Marian crashed to a halt so suddenly it seemed she’d hit an invisible wall. Her brows furrowed, but she jutted her chin out with the determination of someone dedicated to getting an unpleasant task over with. “What do you mean?”

“You seem angry with me. And I thought we parted on such good terms.” A memory of the kiss drifted through his mind, dragging his voice down a little deeper into his chest. “
Very
good terms. I had hoped we might continue on our new, friendlier path.”

Her eyes remained hard as precious stones, glittering with an emotion completely incongruous with the smile she twisted her lips into. “Don’t be silly, I’m not angry with you. I was just…
concerned
. When you weren’t waiting for me in the foyer, I worried I might have scared you off.”

Robin started to laugh at the idea she’d be sorry to scare him off, but the sound died when she took his arm and clutched it to her body, practically flattening herself against him. The position gave him a perfect view of the creamy skin offered up by the snug bodice of her dress and he had to blink through the sudden heat wave that washed over him, tightening his lower body into a semi-painful knot. Such delicate black laces. So easily torn…

“If you wanted a tour of the gardens, you only had to ask. There’s no reason for you to bother poor Ermentrude.”

Her voice was almost a purr now. Soft, seductive…completely unlike Marian. Warning bells went off in his head. This was not the Marian he knew. This fancy gown, this sultry voice. His Marian would have tried to leave without him.

“Robin, are you ignoring me?”

The purr was gone, vanished as quickly as it had arrived.
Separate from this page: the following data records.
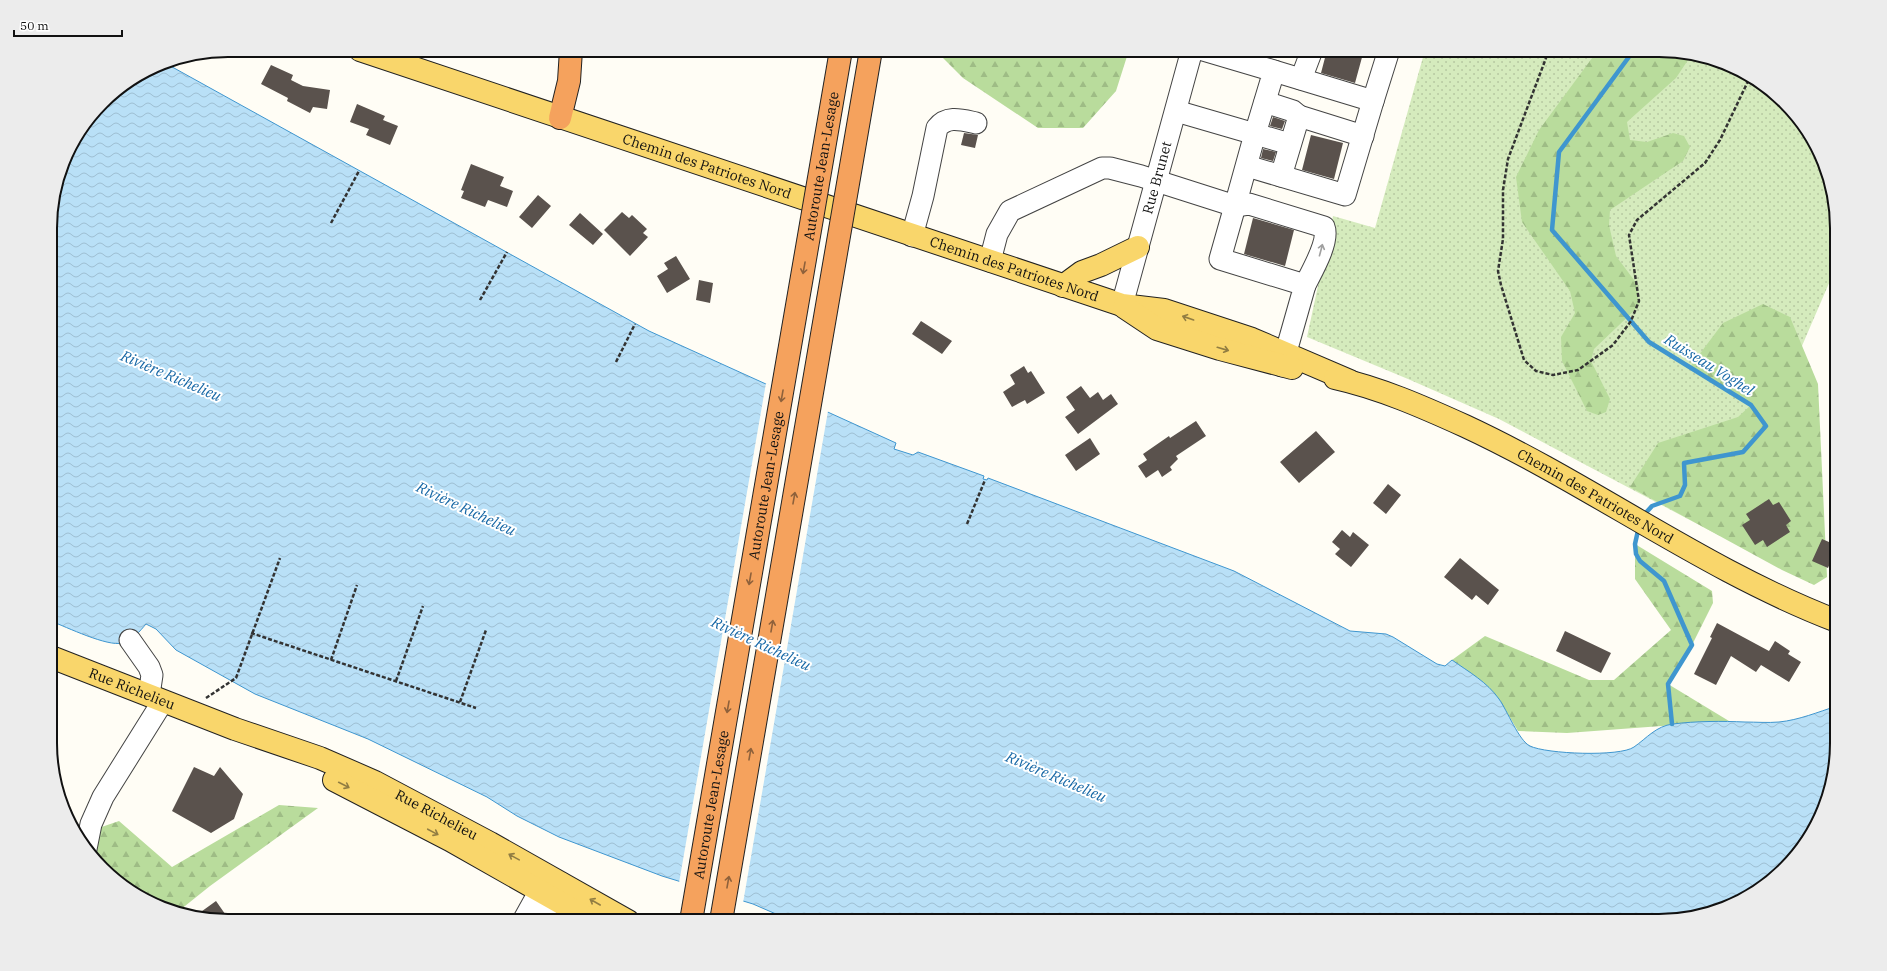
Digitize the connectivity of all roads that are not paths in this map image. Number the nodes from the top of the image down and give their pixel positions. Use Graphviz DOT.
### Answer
graph roads {
  1 [pos="381,57"];
  2 [pos="571,57"];
  3 [pos="840,57"];
  4 [pos="870,57"];
  5 [pos="1190,57"];
  6 [pos="1227,57"];
  7 [pos="1309,57"];
  8 [pos="1387,57"];
  9 [pos="1274,71"];
  10 [pos="1301,79"];
  11 [pos="1373,101"];
  12 [pos="1265,102"];
  13 [pos="1176,111"];
  14 [pos="1299,116"];
  15 [pos="560,118"];
  16 [pos="976,123"];
  17 [pos="1256,134"];
  18 [pos="1362,136"];
  19 [pos="1290,144"];
  20 [pos="1247,166"];
  21 [pos="1281,176"];
  22 [pos="1156,181"];
  23 [pos="1235,206"];
  24 [pos="912,236"];
  25 [pos="1308,244"];
  26 [pos="1138,247"];
  27 [pos="990,261"];
  28 [pos="1305,285"];
  29 [pos="1063,286"];
  30 [pos="1122,305"];
  31 [pos="1284,360"];
  32 [pos="1830,618"];
  33 [pos="130,640"];
  34 [pos="57,659"];
  35 [pos="156,698"];
  36 [pos="88,841"];
  37 [pos="550,887"];
  38 [pos="529,914"];
  39 [pos="542,914"];
  40 [pos="584,914"];
  41 [pos="612,914"];
  42 [pos="692,914"];
  43 [pos="722,914"];
  1 -- 15 [label="main road, Chemin des Patriotes Nord"];
  2 -- 15 [label="highway"];
  3 -- 42 [label="highway, Autoroute Jean-Lesage, one-way, bridge"];
  43 -- 4 [label="highway, one-way, bridge"];
  5 -- 13 [label="street, Rue Brunet"];
  6 -- 9 [label="street"];
  7 -- 10 [label="street"];
  8 -- 11 [label="street"];
  9 -- 10 [label="street"];
  9 -- 12 [label="street"];
  10 -- 11 [label="street"];
  11 -- 18 [label="street"];
  12 -- 14 [label="street"];
  12 -- 17 [label="street"];
  13 -- 17 [label="street"];
  13 -- 22 [label="street, Rue Brunet"];
  14 -- 18 [label="street"];
  14 -- 19 [label="street"];
  15 -- 24 [label="main road, Chemin des Patriotes Nord"];
  16 -- 24 [label="street"];
  17 -- 19 [label="street"];
  17 -- 20 [label="street"];
  18 -- 21 [label="street"];
  19 -- 21 [label="street"];
  20 -- 21 [label="street"];
  20 -- 23 [label="street"];
  22 -- 23 [label="street"];
  22 -- 26 [label="street, Rue Brunet"];
  22 -- 27 [label="street"];
  23 -- 28 [label="street"];
  28 -- 23 [label="street, one-way"];
  24 -- 27 [label="main road, Chemin des Patriotes Nord"];
  25 -- 28 [label="street"];
  26 -- 29 [label="main road"];
  26 -- 30 [label="street, Rue Brunet"];
  27 -- 29 [label="main road, Chemin des Patriotes Nord"];
  28 -- 31 [label="street"];
  29 -- 30 [label="main road, Chemin des Patriotes Nord"];
  30 -- 31 [label="main road, Chemin des Patriotes Nord"];
  31 -- 32 [label="main road, Chemin des Patriotes Nord"];
  33 -- 35 [label="street"];
  34 -- 35 [label="main road, Rue Richelieu"];
  35 -- 36 [label="street"];
  35 -- 37 [label="main road, Rue Richelieu"];
  37 -- 38 [label="street"];
  37 -- 39 [label="street"];
  37 -- 40 [label="main road, Rue Richelieu"];
  41 -- 37 [label="main road, Rue Richelieu, one-way"];
}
A ready smile sprang to his lips. She was playing a game with him, but that was perfectly all right. He liked games. His attention slid down their bodies to where her breasts were still pressed against him.
Oh, yes, let’s play.

He banded an arm around her waist, hauling her closer, studying her face to gauge her reaction. “I would never ignore you, my beautiful Lady Marian.” He eyed her dress again. “Especially when you’ve obviously gone to such lengths to be worthy of my
full
attention.”

A flash of anger like heat lightning lit her eyes. The smile turned brittle, threatening to crack. “So kind of you to notice.”

“My lady?” Ermentrude’s mouth was hanging open so wide it was a wonder birds weren’t flocking to nest inside it. Her arms hung limply at her sides, the spade lying in the dirt next to her fingers.

“Ermentrude, surely you could be so kind as to point out an area of the gardens that would be…suitable for me to entertain Robin after we return?” She leaned closer to Ermentrude, but didn’t break free of Robin’s grip, so he could still hear her whisper. “Nothing
too
conspicuous of course. I wouldn’t want my name to suffer the way Maureen O’Brien’s has since she was caught with Sean.” She winked.

She. Winked.

Oh, dear gods, she’s acting. And she’s
awful
. Next she’ll be batting her eye—yes, there it is. Looks like a pair of spiny butterflies have got stuck on her face.
He held very still, concentrating on not giving in to the urge to shake his head.
This is what happens when you don’t give lying the same attention and practice as any other skill. Honest people. What can you do?